By ERIC A. HOWALD
Of the Keizertimes
You may not have heard of Keizer United, but that’s one of the reasons the non-profit group is seeking to make a big splash with its first fundraising event Monday, May 12.
The non-profit group supports Keizer’s Peer Court. the Southeast Keizer Community Center, the Mid-Valley Literacy Center and Keizer community gardens.
The fundraiser includes a live auction featuring a Traeger grill, wine tours, a golfing package and custom cabinets as well as performances by Capitol City Theater. Tickets are $20 per person or $150 for a table of eight. The fun begins at 6 p.m. at Keizer Civic Center, 930 Chemawa Road N.E.
“The funding some of our member groups have had through Marion County Children and Family Services and other sources has been depleted,” said Cari Emery, peer court coordinator. “Our first goal is to make up what we are losing through other programs.”
For the peer court, the lost funding includes the elimination of a block grant focused on juvenile accountability.
“Instead of spending the money on education, they are putting it into remodeling buildings and facilities,” Emery said. The total loss for the peer court, which last year had a 90 percent success rate for youth offenders completing the program and staying out of trouble for six months, amounts to about $5,000.
The Mid-Valley Literacy Center provides adult basic education including GED and citizenship test preparation. The Southeast Keizer Community Center provides services for parents through support groups and classes at Salem Mennonite Church, on Candlewood Drive Northeast in Keizer.
“They provide a family meal and school-readiness activities.
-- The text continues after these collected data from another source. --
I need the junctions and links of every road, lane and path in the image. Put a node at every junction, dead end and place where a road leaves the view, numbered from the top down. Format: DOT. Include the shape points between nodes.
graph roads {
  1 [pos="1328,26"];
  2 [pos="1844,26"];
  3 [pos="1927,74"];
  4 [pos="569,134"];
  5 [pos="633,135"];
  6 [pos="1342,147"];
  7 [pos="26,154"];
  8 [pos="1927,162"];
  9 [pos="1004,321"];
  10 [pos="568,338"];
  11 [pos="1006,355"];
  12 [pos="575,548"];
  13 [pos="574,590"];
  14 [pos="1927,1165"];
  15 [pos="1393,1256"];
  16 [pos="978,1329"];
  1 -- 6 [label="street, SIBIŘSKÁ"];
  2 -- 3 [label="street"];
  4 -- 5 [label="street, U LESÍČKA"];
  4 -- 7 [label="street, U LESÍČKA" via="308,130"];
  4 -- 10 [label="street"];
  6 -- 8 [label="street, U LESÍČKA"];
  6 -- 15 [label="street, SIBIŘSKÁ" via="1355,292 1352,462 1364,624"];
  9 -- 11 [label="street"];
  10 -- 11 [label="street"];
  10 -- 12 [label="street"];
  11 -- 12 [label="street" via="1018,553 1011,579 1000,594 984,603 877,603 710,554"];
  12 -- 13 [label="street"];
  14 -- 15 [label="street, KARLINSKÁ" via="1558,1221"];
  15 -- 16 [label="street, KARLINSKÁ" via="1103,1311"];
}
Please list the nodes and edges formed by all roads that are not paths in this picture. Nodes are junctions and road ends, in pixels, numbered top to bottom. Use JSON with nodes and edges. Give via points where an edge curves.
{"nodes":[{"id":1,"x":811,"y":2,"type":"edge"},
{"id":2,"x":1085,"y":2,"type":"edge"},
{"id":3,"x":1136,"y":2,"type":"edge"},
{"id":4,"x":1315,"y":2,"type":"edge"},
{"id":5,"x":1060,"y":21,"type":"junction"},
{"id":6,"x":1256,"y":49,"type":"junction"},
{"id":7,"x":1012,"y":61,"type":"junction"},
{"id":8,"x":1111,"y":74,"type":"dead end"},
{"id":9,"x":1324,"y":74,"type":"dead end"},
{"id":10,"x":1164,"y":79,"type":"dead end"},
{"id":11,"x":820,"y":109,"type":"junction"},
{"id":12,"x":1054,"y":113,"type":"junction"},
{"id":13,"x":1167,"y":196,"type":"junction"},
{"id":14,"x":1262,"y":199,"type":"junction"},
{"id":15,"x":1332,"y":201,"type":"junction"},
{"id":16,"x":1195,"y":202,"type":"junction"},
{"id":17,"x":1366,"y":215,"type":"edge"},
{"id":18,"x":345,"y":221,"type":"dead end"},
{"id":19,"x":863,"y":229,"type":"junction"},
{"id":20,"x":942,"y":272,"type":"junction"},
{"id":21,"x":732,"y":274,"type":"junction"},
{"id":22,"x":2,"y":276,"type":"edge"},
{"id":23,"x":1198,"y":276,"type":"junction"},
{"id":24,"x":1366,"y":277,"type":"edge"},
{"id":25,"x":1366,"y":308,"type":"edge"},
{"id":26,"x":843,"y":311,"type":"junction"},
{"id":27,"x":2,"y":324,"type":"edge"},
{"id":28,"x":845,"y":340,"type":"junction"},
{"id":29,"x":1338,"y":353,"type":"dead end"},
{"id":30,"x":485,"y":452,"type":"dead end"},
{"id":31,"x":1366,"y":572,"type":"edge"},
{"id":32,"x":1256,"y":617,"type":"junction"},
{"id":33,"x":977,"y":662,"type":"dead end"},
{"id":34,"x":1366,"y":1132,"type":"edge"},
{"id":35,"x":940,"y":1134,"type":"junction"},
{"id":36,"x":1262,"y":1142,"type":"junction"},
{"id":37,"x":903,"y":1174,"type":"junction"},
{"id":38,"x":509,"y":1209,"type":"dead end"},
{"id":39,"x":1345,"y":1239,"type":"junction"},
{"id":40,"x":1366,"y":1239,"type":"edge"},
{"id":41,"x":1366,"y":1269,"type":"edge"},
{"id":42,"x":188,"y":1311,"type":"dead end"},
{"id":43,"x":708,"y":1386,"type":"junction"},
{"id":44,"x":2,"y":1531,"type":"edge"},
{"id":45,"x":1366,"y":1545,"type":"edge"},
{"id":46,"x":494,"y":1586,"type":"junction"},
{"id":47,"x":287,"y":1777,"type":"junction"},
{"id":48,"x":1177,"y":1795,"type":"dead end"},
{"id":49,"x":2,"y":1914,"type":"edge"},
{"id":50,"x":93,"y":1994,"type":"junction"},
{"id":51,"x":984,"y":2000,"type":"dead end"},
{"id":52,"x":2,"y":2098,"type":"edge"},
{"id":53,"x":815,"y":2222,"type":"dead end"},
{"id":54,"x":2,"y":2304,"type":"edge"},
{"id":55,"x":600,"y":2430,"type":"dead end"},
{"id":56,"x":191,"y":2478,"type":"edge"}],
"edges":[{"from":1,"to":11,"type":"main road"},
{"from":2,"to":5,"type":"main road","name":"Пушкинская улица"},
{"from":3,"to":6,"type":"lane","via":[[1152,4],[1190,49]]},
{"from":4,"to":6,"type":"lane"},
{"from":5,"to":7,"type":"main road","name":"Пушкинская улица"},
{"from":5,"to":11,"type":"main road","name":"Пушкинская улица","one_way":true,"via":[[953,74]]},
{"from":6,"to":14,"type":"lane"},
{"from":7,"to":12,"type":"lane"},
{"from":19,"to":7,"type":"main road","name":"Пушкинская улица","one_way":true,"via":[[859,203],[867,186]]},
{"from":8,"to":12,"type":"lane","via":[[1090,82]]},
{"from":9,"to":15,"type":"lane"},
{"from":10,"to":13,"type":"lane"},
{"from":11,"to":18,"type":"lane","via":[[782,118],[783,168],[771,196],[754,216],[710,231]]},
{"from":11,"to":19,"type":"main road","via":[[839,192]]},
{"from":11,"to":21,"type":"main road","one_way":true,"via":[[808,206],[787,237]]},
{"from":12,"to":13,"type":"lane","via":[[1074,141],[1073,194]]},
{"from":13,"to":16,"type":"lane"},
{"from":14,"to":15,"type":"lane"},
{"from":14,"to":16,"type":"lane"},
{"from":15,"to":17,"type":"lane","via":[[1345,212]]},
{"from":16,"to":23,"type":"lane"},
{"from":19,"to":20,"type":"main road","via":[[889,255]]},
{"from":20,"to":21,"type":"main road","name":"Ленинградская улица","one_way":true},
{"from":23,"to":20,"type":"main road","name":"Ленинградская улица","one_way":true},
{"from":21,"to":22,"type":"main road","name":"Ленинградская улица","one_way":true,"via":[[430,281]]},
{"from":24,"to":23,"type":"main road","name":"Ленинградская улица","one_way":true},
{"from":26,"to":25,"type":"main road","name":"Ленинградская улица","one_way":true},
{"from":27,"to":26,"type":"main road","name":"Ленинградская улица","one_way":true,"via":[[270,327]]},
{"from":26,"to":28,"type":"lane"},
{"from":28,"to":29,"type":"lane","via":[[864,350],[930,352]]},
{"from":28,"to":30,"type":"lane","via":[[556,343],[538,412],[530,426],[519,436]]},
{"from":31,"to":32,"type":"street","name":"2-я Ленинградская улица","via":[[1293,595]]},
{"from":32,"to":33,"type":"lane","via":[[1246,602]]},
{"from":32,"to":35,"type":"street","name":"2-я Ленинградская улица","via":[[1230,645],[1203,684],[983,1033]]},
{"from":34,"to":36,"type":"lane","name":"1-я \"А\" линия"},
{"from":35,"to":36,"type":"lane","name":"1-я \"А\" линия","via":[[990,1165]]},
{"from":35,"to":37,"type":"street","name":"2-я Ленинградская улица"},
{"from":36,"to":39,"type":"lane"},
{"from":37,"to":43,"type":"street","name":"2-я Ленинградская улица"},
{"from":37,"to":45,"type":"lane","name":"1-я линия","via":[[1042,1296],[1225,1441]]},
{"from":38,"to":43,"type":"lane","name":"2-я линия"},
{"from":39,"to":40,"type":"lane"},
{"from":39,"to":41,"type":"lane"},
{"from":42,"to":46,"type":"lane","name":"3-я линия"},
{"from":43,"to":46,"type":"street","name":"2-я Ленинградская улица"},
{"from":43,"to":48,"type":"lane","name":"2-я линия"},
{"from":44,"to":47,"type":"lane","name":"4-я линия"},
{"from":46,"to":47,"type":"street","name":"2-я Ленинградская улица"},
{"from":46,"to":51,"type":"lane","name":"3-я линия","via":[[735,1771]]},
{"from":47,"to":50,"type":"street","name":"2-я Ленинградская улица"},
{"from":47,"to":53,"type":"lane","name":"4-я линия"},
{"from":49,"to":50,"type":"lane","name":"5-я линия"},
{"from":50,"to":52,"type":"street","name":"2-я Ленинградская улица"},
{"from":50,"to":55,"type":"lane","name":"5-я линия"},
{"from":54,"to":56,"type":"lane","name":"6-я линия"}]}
The parents themselves are taking it on and running it and rolling it out,” said Tanya Hamilton, who heads up some of the Keizer community garden projects.
Hamilton hopes the event draws new organizations under the Keizer United umbrella.
“The more money we can put together is good for the programs we have, but we’d like to be able to grow and collaborate with other programs in the community,” Hamilton said. “The idea is to start creating a pot of money we can leverage toward future projects.”